# The Somali girl is growing quickly now!



## Vixxen (Jan 13, 2009)

I haven't posted any photo's of the Somali baby since she first came home and was tiny! here she is at almost 4.5 months and growing super quick now!


----------



## munchkinpie (Oct 20, 2011)

wow she is stunning


----------



## Vixxen (Jan 13, 2009)

munchkinpie said:


> wow she is stunning


 is also a little monkey! into everything.


----------



## lymorelynn (Oct 4, 2008)

So pretty :001_wub:


----------



## Cazzer (Feb 1, 2010)

Oh she is stunning a little lady!


----------



## JordanRose (Mar 10, 2012)

Just stunning!
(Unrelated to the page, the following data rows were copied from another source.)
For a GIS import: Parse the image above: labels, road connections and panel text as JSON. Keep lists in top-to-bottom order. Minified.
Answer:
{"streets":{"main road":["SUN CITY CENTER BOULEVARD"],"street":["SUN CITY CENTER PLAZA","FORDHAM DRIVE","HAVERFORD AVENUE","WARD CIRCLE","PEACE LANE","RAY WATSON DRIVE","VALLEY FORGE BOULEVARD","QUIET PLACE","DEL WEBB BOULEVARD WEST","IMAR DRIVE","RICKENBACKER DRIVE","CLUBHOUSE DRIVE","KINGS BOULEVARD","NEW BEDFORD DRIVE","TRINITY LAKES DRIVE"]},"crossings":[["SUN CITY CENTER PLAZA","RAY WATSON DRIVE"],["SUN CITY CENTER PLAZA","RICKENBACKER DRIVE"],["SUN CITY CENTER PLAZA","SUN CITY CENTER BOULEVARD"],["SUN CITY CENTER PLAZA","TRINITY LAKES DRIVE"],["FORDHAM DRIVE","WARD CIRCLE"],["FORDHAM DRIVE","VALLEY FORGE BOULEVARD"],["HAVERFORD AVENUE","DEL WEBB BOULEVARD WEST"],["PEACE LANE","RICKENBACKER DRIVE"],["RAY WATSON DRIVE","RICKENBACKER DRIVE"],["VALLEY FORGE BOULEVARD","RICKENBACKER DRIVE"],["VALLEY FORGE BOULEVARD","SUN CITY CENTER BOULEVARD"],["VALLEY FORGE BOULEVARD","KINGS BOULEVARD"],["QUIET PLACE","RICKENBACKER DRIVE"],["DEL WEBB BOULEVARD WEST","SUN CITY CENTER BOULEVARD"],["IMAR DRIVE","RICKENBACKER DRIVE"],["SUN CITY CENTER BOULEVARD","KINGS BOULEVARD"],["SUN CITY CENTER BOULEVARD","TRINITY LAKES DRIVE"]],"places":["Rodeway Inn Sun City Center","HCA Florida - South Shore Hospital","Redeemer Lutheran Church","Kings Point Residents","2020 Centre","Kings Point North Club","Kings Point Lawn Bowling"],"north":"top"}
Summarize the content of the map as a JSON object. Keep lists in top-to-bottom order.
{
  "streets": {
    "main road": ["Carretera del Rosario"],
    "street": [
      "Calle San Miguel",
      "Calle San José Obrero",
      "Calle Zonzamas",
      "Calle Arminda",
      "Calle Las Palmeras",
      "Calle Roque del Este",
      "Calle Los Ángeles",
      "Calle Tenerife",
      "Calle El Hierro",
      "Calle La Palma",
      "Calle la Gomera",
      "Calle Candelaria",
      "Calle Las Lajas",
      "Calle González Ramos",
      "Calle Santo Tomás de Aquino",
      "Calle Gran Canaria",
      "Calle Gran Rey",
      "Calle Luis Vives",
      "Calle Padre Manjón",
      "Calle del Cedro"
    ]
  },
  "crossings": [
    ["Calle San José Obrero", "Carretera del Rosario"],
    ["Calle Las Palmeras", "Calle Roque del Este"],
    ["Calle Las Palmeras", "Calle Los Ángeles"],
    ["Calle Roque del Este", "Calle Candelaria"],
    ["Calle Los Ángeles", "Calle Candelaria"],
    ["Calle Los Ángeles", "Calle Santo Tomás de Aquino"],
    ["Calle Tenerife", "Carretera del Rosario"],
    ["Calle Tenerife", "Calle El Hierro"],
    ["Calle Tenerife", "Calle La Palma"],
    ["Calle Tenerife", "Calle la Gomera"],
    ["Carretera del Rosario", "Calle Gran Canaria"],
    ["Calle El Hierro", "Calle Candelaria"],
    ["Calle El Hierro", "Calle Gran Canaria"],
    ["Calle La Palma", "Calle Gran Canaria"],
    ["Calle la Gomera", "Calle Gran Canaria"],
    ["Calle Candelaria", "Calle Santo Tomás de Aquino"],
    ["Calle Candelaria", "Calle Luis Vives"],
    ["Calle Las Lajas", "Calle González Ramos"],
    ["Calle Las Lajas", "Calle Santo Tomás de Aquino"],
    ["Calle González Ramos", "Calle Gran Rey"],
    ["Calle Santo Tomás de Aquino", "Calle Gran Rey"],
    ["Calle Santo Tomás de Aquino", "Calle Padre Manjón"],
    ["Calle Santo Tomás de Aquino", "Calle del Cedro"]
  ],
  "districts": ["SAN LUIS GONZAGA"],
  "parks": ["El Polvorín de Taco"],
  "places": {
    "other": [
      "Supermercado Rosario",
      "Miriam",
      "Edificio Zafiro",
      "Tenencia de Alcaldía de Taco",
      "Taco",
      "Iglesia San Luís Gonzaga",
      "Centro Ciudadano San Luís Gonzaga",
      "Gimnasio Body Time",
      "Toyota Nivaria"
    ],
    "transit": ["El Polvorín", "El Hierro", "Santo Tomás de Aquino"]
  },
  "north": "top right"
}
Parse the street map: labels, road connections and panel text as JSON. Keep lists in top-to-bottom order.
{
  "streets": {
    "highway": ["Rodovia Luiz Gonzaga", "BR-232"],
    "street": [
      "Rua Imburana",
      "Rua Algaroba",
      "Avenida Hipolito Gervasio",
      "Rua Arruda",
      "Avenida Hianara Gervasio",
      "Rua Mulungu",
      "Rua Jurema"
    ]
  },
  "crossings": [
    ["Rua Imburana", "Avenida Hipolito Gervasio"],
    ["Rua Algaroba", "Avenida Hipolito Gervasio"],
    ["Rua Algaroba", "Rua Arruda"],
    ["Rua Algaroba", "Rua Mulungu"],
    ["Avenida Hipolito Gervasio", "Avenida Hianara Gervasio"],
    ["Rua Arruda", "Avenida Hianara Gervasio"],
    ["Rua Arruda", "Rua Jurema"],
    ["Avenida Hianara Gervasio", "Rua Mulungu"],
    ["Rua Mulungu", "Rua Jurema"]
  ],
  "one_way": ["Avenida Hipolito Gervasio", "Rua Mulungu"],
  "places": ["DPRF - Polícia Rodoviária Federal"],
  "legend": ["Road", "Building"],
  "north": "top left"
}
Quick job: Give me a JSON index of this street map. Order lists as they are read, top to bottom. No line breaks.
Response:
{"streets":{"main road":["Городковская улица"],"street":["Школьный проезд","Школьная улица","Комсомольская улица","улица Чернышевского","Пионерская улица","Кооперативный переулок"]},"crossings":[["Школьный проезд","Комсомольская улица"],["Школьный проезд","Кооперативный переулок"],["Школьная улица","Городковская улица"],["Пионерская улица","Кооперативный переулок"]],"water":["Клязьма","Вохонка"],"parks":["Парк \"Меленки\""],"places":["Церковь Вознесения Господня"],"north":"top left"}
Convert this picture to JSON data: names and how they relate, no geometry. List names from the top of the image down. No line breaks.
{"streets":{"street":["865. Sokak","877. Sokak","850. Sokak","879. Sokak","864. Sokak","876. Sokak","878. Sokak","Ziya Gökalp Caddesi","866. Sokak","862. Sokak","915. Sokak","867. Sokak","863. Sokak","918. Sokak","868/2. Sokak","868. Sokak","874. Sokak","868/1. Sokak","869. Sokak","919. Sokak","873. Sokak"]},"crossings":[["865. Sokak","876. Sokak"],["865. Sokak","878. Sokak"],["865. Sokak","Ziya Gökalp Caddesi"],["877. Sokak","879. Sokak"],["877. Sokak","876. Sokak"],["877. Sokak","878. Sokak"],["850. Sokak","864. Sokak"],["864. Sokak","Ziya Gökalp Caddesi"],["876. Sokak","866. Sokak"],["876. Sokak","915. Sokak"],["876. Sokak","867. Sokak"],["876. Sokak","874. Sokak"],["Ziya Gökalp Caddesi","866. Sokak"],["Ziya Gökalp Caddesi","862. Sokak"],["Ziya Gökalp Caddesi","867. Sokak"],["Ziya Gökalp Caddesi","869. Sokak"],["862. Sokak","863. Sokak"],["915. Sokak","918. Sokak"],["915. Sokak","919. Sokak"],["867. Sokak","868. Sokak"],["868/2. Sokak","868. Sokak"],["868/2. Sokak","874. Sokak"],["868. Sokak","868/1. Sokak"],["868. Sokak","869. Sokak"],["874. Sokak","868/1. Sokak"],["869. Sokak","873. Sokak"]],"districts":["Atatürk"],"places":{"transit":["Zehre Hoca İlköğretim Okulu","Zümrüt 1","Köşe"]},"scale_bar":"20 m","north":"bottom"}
Those eyes :001_tt1:


----------



## Citrineblue (Sep 28, 2012)

Stunning is the right word. She is simply stunning, her eyes are mesmerising..


----------



## MerlinsMum (Aug 2, 2009)

There are definitely not enough Somalis in the world!
(I had one myself many years ago).


----------



## catgeoffrey (Jun 28, 2012)

What a beautiful cat!


----------



## Vixxen (Jan 13, 2009)

MerlinsMum said:


> There are definitely not enough Somalis in the world!
> (I had one myself many years ago).


I agree! they are often overlooked....shame as they are such a wonderful and unique breed  My mother has had them since 1986, cant imagine life without a Somali! (although my heart does belong to the Norwegian Forest Cats)


----------



## Forester (Dec 2, 2012)

Stunning *IS* the only word to describe her.


----------



## Mum to Missy (Aug 13, 2013)

I just have to agree with what everyone else has said she is *stunning *:001_wub:

_off to do some research on Somali cats_


----------